Fantasy History (cont.)

Restoration

In an altered version of history that maintains contact with recently past reality, Philip Winsor’s Restoration is a fantasia encapsulating, in the author’s own words, “outstanding and discordant elements of the last century, the graces and attainments of the period blended with its hideousnesses and incongruities.” Restoration captures a “deep hearkening to an earlier world, protected and extremely beautiful in many aspects,” embodied in people who are “dominated by the urge to cling to the glowing and glorifying past and who have been damaged and even destroyed by the effort.” In a matrix of tightly worked tension, a studied cast of characters develops from real-life examples, “some who were admirable because they tried to make new lives for themselves and left the past behind, others who seemed pitiful and trivial because their lives were dedicated to reclaiming a long dead past.”

Into Exile

The nexus of fantasy and reality in Winsor’s Into Exile is such that the reader never senses a departure from the real present, near future, or recent past. The central speculation concerns American policy towards the fictional Caribbean island nation of Vierwinden. Like Bulgakov’s satanic ball, there are some instances of historical crossover, where the fantasy is supplied from genuine but unrelated historical events. Cold War spy recruitment is grafted onto the protagonist’s Harvard scene and the development of the character of the “Guy.” A malign void, he is a would-be apparatchik seeking cover from conventional surroundings while facilitating a secret subversive movement – a techno-fascist amalgam suggestive of a Ben-Carson-meets-Sovereign-Citizens scenario – aimed at penetrating the intellectual core of national existence. The Guy’s dogged determination can be attributed to his enormous satisfaction in the rewards, thus a desire to fill the void.

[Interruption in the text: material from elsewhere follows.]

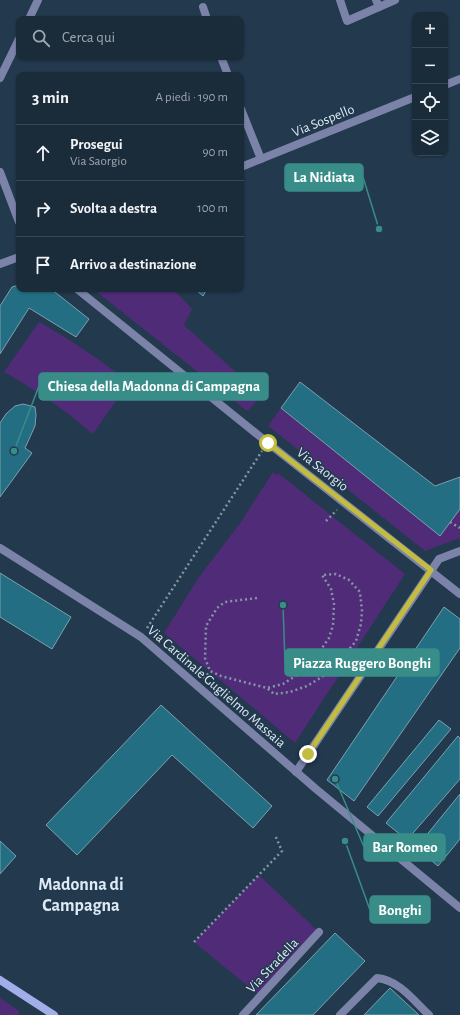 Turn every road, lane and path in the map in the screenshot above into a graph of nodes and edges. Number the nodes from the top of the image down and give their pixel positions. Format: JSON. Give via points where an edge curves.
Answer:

Dom, the protagonist of Into Exile, is suspicious of those who appear to have, or aspire to, an excess of power. He emerges from adolescent introspection to engage in deep-rooted questioning of the condition of society. His character and development are described in detail through his own voice. The controversies and questions confronted by Dom bear an uncanny resemblance to the recent disclosures of Edward Snowden – and with similar effect as Dom eventually passes into self-imposed exile. The shift to an altered history focusing on imaginary Vierwinden is justified by the high relief that this lends to the characters, and ultimately by the articulation of a universal message, which is one of admonition regarding social complacency and its natural outcome: authoritarian subversion.

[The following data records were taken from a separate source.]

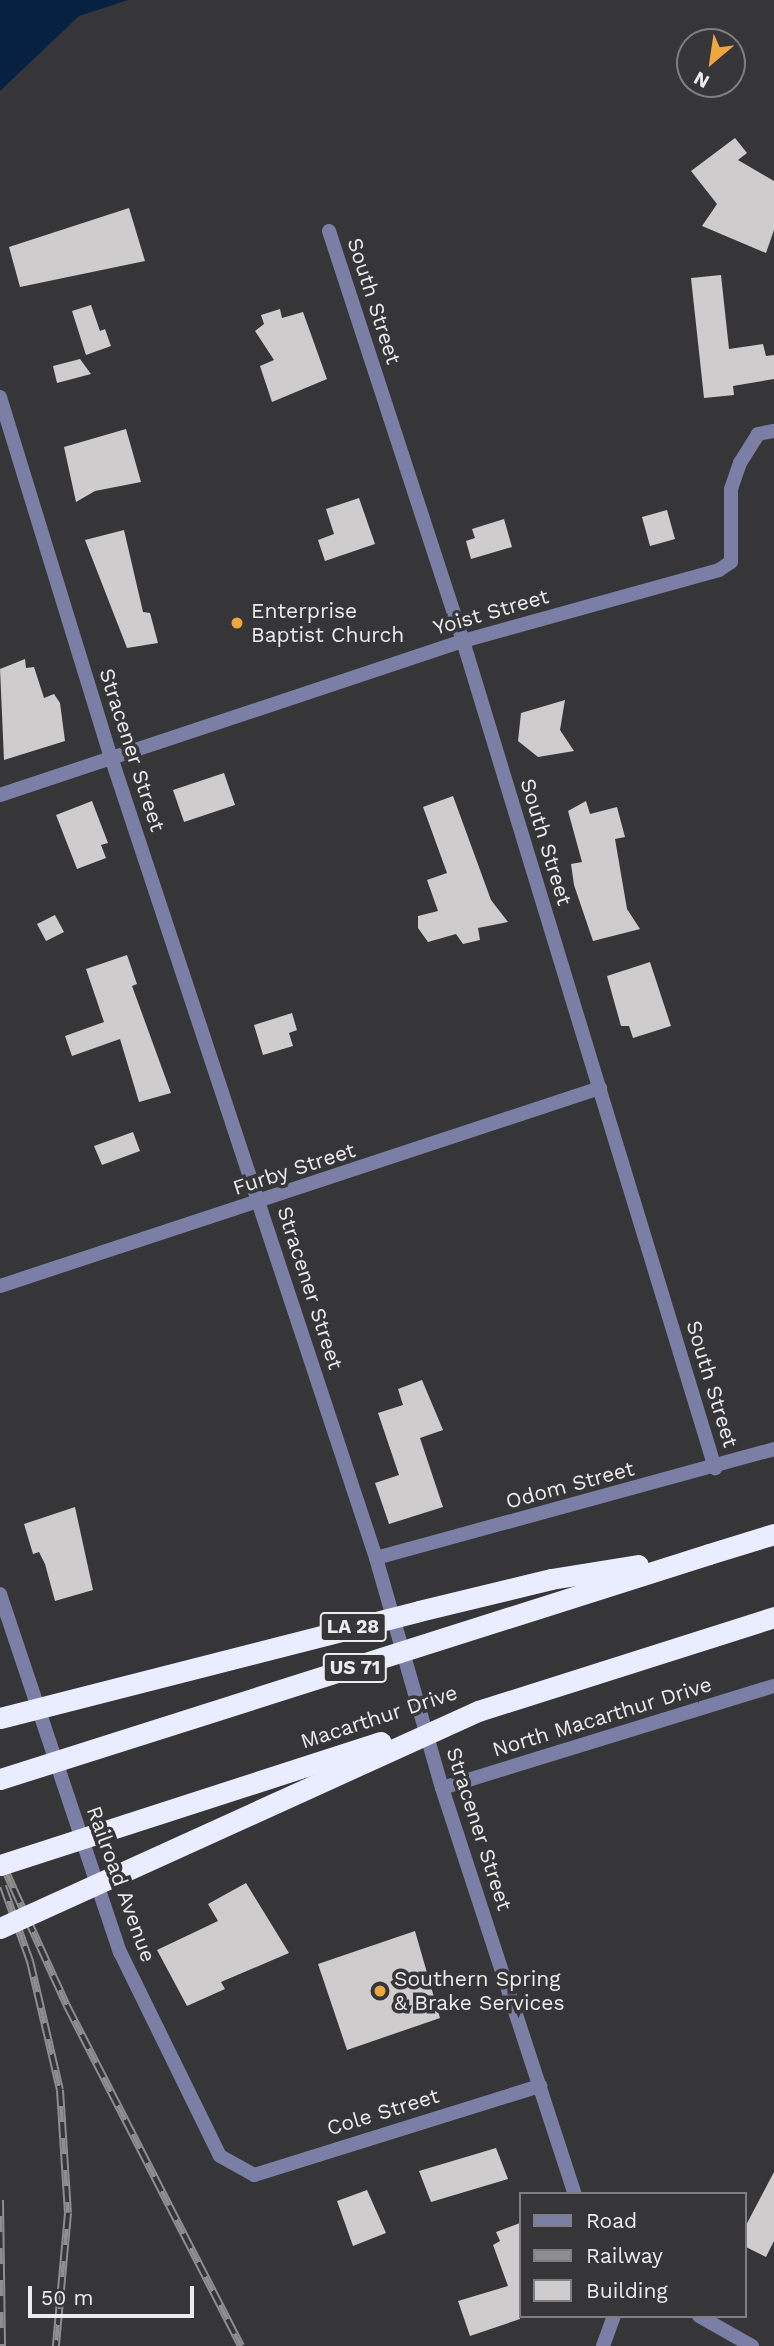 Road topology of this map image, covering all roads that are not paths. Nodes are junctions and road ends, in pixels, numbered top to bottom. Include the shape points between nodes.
1 (329, 231) dead end
2 (0, 397) edge
3 (774, 430) edge
4 (463, 640) junction
5 (111, 757) junction
6 (0, 795) edge
7 (600, 1088) junction
8 (260, 1202) junction
9 (0, 1286) edge
10 (774, 1449) edge
11 (715, 1468) junction
12 (774, 1534) edge
13 (709, 1554) junction
14 (376, 1558) junction
15 (0, 1594) edge
16 (774, 1617) edge
17 (774, 1686) edge
18 (478, 1711) junction
19 (0, 1718) edge
20 (0, 1779) edge
21 (442, 1788) junction
22 (0, 1865) edge
23 (0, 1928) edge
24 (540, 2086) junction
25 (240, 2168) joint
26 (574, 2192) edge
27 (613, 2318) edge
28 (703, 2318) edge
29 (603, 2346) edge
30 (752, 2346) edge

1 - 4 street, South Street
2 - 5 street, Stracener Street
3 - 4 street, Yoist Street via 758,434 731,489 731,562
4 - 5 street, Yoist Street
4 - 7 street, South Street
5 - 6 street, Yoist Street
5 - 8 street, Stracener Street
7 - 8 street, Furby Street
7 - 11 street, South Street
8 - 9 street, Furby Street
8 - 14 street, Stracener Street
10 - 11 street, Odom Street
11 - 14 street, Odom Street
12 - 13 highway, US 71
13 - 19 highway, LA 28, bridge via 551,1579
13 - 20 highway, US 71, bridge
14 - 21 street, Stracener Street
15 - 25 street, Railroad Avenue via 120,1952 220,2156
16 - 18 highway, Macarthur Drive
17 - 21 street, North Macarthur Drive
18 - 22 highway, Macarthur Drive, bridge
18 - 23 highway, bridge
21 - 24 street, Stracener Street
24 - 25 street, Cole Street via 254,2175
24 - 26 street, Stracener Street
27 - 29 street
28 - 30 street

Into Exile is not simply “fantasy history” emanating from current reality. It is a fantasy frozen in time, for the reality in question is delimited, even if a sense of the “roughly present or near future” pervades. Rather than the open-ended technological world of Edward Snowden, it resembles the early period of widespread internet communication, an age which conceivably closed with the World Trade Center devastation. The focus is also slightly different: not just surveillance, but suppression of freedom of speech is at issue in a society where authoritarian subversion is advanced. Yet Dom, the Snowden-like protagonist, risks all to “get the message out.” Only late in the game does he find a fellow traveler able to advance this cause materially.